The second study, “National Trends in Heart Donor Utilization Rates: Are We Transplanting More Hearts Effectively?” »Comparison of data from 2003-2007 to 2013-2017. The article published today in the Journal of the American Heart Association, an open access journal of the American Heart Association.

Wisconsin researchers suggest that broader acceptance of hearts from donors who have died of drug overdoses or from donors with hepatitis C could ease pressure on the current waiting list for heart transplants.

“We hope that patients awaiting transplants are encouraged to accept hearts from donors with hepatitis C or who have died of a drug overdose, if their health care team considers the donor heart to be compatible.” said lead study author Ravi. Dhingra, MD, MPH, medical director of the Heart Failure and Transplant Program and Associate Professor of Medicine at the University of Wisconsin-Madison.

Dhingra and her colleagues investigated whether the donor pool should include people who have died of drug overdoses or who have hepatitis C. Hepatitis C is a viral infection of the liver that is spread by contact with contaminated blood, for example from shared needles; from mother to child during pregnancy and childbirth; or due to an organ transplant from a person infected with hepatitis C. Since the infection can be treated with the advent of new direct-acting antiviral drugs, hepatitis C is much more manageable , resulting in increased organ availability from donors who had hepatitis C.

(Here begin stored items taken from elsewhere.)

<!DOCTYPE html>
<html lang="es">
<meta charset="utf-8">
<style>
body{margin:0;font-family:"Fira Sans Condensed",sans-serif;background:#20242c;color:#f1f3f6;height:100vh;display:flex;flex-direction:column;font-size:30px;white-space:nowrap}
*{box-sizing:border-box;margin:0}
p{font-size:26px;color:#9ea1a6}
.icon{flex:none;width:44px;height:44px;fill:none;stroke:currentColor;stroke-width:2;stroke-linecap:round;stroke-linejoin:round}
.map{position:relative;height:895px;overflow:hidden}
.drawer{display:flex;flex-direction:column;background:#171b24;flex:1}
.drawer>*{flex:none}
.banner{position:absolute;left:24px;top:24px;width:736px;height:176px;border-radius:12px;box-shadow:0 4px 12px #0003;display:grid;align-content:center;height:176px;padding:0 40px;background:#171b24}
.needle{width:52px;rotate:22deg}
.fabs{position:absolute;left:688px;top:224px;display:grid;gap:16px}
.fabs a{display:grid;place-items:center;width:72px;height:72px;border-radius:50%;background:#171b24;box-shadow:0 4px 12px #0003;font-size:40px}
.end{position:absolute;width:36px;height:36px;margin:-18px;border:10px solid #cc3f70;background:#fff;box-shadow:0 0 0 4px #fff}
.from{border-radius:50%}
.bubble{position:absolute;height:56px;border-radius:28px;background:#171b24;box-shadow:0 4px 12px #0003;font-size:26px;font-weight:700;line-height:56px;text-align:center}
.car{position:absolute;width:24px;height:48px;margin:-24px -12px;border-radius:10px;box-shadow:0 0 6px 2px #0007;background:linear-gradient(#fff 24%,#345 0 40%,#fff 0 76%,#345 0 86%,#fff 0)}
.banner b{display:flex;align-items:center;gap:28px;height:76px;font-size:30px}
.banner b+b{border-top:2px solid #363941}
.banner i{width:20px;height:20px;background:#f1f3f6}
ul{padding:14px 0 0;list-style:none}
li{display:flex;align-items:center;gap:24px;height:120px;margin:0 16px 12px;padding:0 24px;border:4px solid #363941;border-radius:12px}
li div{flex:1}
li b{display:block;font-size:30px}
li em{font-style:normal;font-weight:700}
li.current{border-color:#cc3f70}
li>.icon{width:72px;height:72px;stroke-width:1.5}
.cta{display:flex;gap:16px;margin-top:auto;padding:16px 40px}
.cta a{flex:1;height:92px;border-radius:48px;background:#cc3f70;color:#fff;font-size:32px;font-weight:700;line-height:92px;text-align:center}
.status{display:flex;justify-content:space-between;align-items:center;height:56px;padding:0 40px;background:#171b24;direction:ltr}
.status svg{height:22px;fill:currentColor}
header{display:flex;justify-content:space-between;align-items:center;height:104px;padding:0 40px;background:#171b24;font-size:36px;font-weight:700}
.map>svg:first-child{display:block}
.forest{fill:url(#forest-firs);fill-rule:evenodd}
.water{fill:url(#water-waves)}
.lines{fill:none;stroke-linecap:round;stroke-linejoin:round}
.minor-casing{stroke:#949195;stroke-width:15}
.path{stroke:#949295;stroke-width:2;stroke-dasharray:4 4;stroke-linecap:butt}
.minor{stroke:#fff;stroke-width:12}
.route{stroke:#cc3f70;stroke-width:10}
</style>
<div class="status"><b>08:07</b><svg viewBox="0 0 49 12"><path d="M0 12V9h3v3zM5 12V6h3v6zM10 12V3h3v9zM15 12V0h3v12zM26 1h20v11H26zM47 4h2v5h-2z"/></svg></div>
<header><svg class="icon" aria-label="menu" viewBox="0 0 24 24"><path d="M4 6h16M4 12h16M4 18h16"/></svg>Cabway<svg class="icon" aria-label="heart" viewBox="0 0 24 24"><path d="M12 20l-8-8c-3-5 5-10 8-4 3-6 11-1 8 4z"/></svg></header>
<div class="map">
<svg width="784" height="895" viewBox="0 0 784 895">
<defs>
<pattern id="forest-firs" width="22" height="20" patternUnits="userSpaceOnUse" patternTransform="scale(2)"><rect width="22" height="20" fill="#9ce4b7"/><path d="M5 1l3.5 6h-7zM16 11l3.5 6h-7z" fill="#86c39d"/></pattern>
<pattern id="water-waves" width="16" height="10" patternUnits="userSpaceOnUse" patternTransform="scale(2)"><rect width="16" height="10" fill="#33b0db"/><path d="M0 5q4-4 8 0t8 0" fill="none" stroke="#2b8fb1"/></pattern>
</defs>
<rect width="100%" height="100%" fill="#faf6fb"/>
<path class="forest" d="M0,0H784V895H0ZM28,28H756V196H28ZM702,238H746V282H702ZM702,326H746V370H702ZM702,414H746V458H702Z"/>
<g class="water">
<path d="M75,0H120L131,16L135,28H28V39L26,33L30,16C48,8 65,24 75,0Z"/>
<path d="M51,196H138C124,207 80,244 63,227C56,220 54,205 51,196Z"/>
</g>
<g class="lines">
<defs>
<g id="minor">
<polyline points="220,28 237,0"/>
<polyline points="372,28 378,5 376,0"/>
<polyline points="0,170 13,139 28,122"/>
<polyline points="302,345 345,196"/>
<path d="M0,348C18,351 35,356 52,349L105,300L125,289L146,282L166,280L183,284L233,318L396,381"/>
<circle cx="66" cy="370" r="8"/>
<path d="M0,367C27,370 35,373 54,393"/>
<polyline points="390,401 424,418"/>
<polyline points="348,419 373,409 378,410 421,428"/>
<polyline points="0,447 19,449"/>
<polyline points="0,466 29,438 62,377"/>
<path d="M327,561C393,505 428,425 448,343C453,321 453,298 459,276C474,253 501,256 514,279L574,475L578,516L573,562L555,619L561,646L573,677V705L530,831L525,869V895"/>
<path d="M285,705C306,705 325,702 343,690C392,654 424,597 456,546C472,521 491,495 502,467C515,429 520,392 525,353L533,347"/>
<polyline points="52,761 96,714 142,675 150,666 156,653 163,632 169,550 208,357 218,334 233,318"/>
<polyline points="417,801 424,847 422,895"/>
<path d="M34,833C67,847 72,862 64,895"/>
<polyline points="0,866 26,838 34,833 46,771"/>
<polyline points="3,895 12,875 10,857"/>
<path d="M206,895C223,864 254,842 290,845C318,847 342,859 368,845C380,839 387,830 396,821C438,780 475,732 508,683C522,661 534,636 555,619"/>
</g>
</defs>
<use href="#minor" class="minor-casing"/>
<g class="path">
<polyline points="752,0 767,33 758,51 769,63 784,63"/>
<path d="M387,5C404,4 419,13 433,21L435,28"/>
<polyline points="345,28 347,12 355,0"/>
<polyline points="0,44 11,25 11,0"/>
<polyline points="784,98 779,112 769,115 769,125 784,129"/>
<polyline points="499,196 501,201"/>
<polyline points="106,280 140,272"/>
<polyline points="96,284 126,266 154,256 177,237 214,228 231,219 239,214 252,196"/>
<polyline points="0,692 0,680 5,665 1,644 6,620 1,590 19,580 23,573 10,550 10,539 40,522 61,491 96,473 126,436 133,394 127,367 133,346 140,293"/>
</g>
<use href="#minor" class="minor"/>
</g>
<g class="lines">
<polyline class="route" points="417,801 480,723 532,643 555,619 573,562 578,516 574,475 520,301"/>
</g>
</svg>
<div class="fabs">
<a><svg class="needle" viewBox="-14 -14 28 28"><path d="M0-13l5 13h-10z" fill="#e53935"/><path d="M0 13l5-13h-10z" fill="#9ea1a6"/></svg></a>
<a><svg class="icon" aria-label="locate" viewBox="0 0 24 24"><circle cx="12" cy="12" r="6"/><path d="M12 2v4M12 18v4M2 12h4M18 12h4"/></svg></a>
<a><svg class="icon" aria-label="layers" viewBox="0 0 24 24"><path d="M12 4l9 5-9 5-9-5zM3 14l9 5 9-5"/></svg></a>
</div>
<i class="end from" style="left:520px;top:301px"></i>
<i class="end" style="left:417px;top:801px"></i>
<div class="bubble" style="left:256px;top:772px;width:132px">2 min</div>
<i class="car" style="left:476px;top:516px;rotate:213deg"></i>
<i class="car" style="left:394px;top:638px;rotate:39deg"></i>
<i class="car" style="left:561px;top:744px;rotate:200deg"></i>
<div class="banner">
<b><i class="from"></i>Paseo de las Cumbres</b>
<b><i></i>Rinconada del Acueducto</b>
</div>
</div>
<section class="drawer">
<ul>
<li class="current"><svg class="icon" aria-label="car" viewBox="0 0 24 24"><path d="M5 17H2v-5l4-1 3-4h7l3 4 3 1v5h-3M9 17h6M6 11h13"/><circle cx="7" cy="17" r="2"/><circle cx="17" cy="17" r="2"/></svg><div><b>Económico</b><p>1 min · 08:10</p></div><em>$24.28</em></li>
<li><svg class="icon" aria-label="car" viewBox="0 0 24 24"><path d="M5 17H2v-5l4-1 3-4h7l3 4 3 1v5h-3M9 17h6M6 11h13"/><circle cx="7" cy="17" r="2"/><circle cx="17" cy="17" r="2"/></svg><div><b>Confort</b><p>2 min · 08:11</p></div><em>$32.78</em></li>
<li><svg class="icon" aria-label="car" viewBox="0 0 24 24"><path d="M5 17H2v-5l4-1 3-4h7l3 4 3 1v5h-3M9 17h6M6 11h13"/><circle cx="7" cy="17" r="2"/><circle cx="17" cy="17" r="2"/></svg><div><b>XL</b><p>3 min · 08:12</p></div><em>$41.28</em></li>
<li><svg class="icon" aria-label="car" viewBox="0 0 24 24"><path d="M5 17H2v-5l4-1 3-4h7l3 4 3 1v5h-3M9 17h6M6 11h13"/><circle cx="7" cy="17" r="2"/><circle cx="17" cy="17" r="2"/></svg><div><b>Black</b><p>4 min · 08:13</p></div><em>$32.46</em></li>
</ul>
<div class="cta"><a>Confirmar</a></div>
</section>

They noted that doctors are required to obtain separate consents from patients regarding the acceptance of organs from hepatitis C donors and prior authorization from health insurance companies to cover the cost of hepatitis drugs. C, if the transplant recipient needs it.

“About 20% of patients on the heart transplant waiting list die while waiting for a transplant or become too sick to remain good transplant candidates,” Dhingra said.

Dhingra and her colleagues searched the UNOS database to compare the number of hearts from donors accepted or refused for transplantation from 1995 to 2018. They compared the survival of heart transplant recipients from donors who died of drug overdose or of hepatitis C to the survival of donors who had not died of a drug overdose or had hepatitis C.

Compared with heart organ donors from 2003 to 2007, donors from 2013 to 2017 were older, weighed more, were more likely to have high blood pressure and diabetes, and to have used illicit drugs, which increases the risk of risk of hepatitis C. However, compared to 2003-2007 donors, the risk of death in transplant recipients in 2013-2017 was 15% lower one month after heart transplant and 21% lower one year later.

The study looked at the main additional risk factors in transplant recipients that might have affected survival after heart transplantation, although it could not prove the cause and effect between the characteristics of the donor or the donor. recipient and survival after transplant.

The co-authors are Naga Dharmavaram, MD; Timothy Hess, Ph.D .; Heather Jaeger, IA; Jason Smith, MD; Joshua Hermsen, MD; and David Murray, MD The study was funded by the Health Resources and Services Administration and the National Heart, Lung, and Blood Institute of the National Institutes of Health.